The Senate Committee on Transportation heard emotional testimony Wednesday about the horrors of texting while driving as the state legislature is thinking about federal grant possibilities.
On the Senate side of the texting argument, Sen. Judith Zaffirini, D-Laredo, is carrying the bill that bans texting while driving, but unlike it’s companion bill in the House, this bill targets federal grant money.
"To be eligible for federal MAP-21 grants to states for education and enforcement of texting while driving laws require distracted driving content to be evaluated as part of a state driver license examination, and modify the minimum fine for first offenders to provide a graduated penalty for multiple offenses," Zaffirini said.
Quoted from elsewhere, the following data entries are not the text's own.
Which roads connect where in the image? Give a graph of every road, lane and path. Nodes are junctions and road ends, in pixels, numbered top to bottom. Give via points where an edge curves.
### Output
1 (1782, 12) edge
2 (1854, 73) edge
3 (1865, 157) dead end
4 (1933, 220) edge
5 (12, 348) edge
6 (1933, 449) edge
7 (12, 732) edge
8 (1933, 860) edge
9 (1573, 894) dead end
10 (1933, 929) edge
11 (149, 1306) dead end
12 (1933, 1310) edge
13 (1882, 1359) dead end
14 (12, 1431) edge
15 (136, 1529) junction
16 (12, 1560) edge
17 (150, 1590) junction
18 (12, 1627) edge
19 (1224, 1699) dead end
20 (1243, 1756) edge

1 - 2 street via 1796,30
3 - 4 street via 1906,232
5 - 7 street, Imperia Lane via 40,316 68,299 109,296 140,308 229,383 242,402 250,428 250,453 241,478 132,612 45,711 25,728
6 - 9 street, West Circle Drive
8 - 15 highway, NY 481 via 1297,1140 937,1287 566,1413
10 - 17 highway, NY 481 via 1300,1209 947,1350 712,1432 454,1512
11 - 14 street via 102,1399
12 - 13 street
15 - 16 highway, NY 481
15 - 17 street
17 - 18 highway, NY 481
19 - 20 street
The U.S. Department of Transportation announced the possibility for a $17.5 million grant if the state were to implement a texting ban.
Zaffirini's bill does allow drivers to use GPS devices without receiving a fine.
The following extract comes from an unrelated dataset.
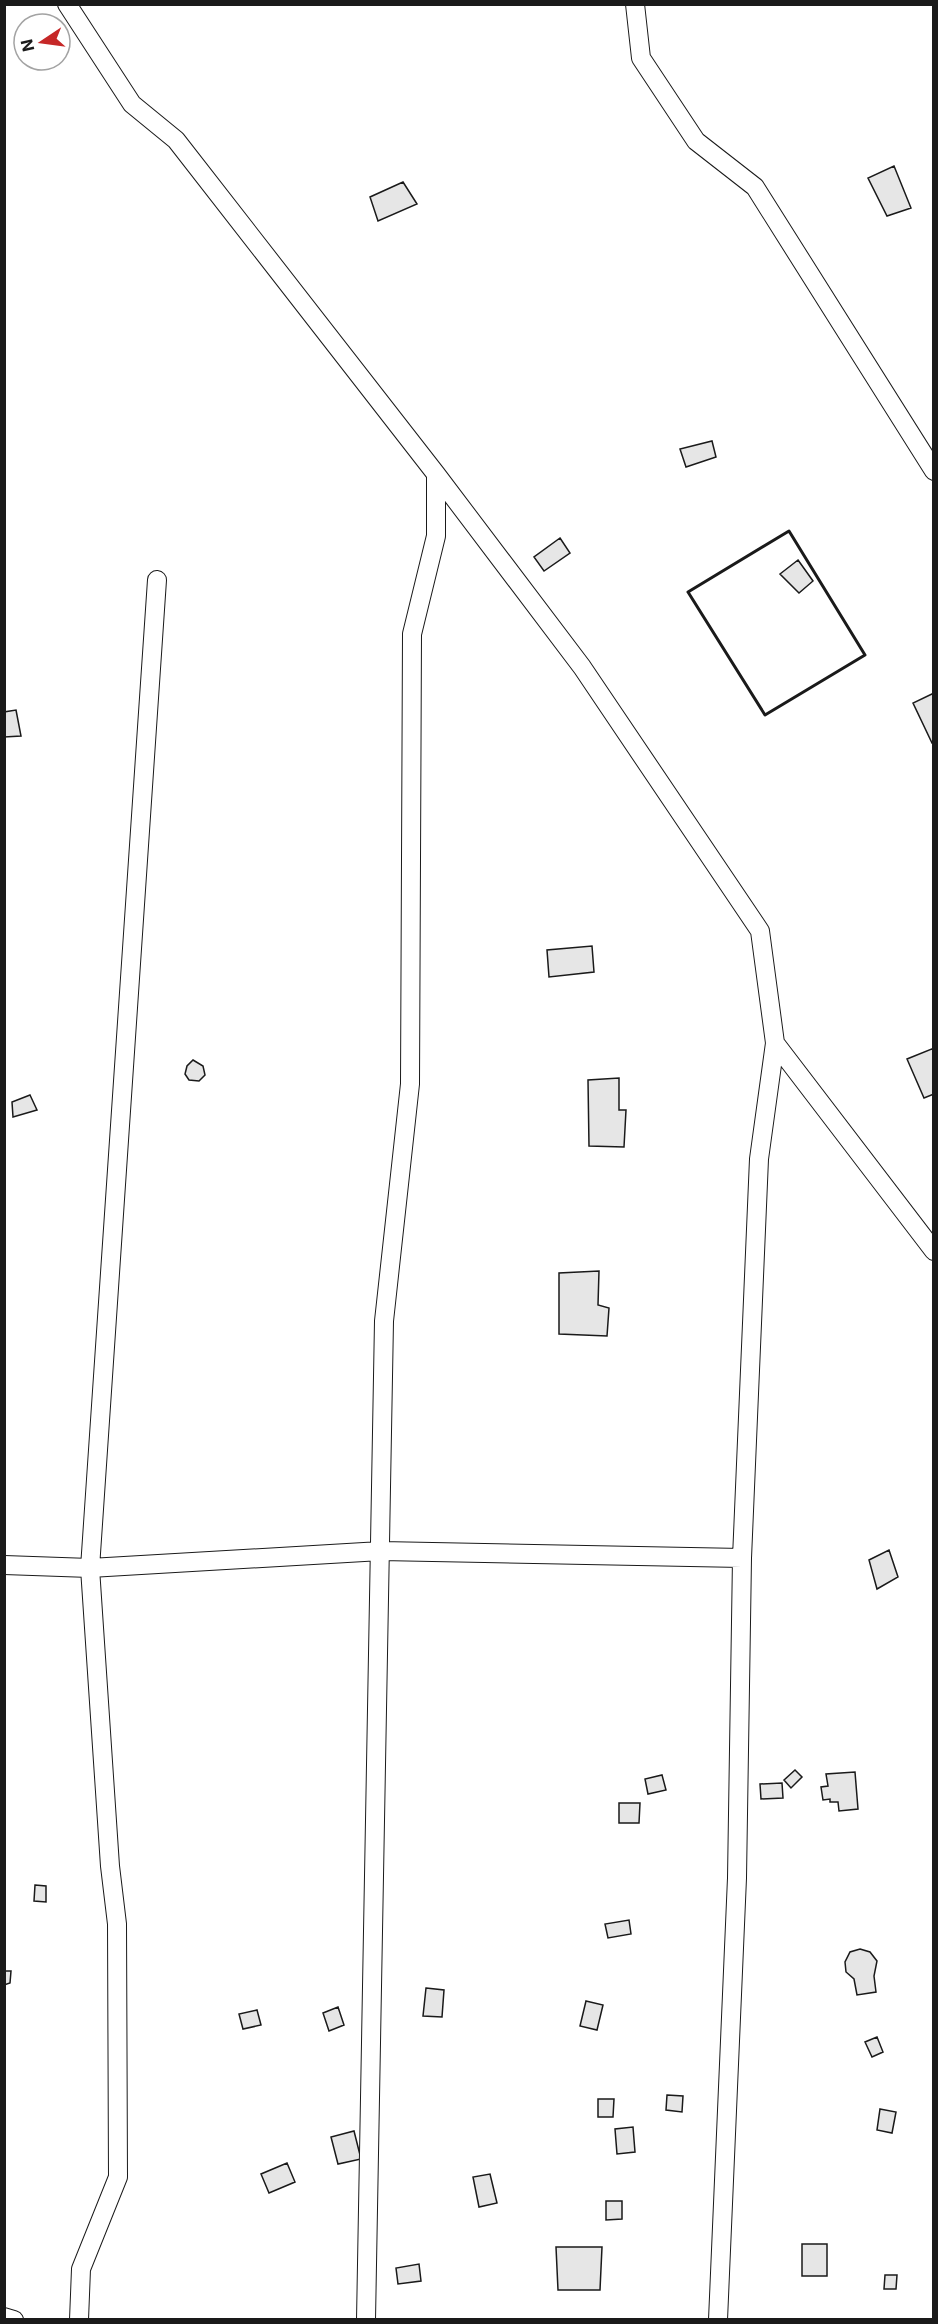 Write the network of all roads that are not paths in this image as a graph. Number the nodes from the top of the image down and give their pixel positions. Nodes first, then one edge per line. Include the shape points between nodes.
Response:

Jennie Brown, a mother from the West Texas town of Wellman, testified in favor of the bill.
"My daughter died in 2009. We had not heard of anyone dying in a wreck from texting and driving and there were 6,000 people that were killed the year before because of it. So that was one mission my family took upon ourselves is we've got to start talking, people have to understand this is dangerous, and at the time we didn’t think a law was needed," Brown said.
Brown said she is tired of the response that some lawmakers give that the state can just increase its educational campaign about texting while driving.
As far as the bill is concerned, Zaffirini said she does not have the votes in the senate right now and the bill was left pending in committee.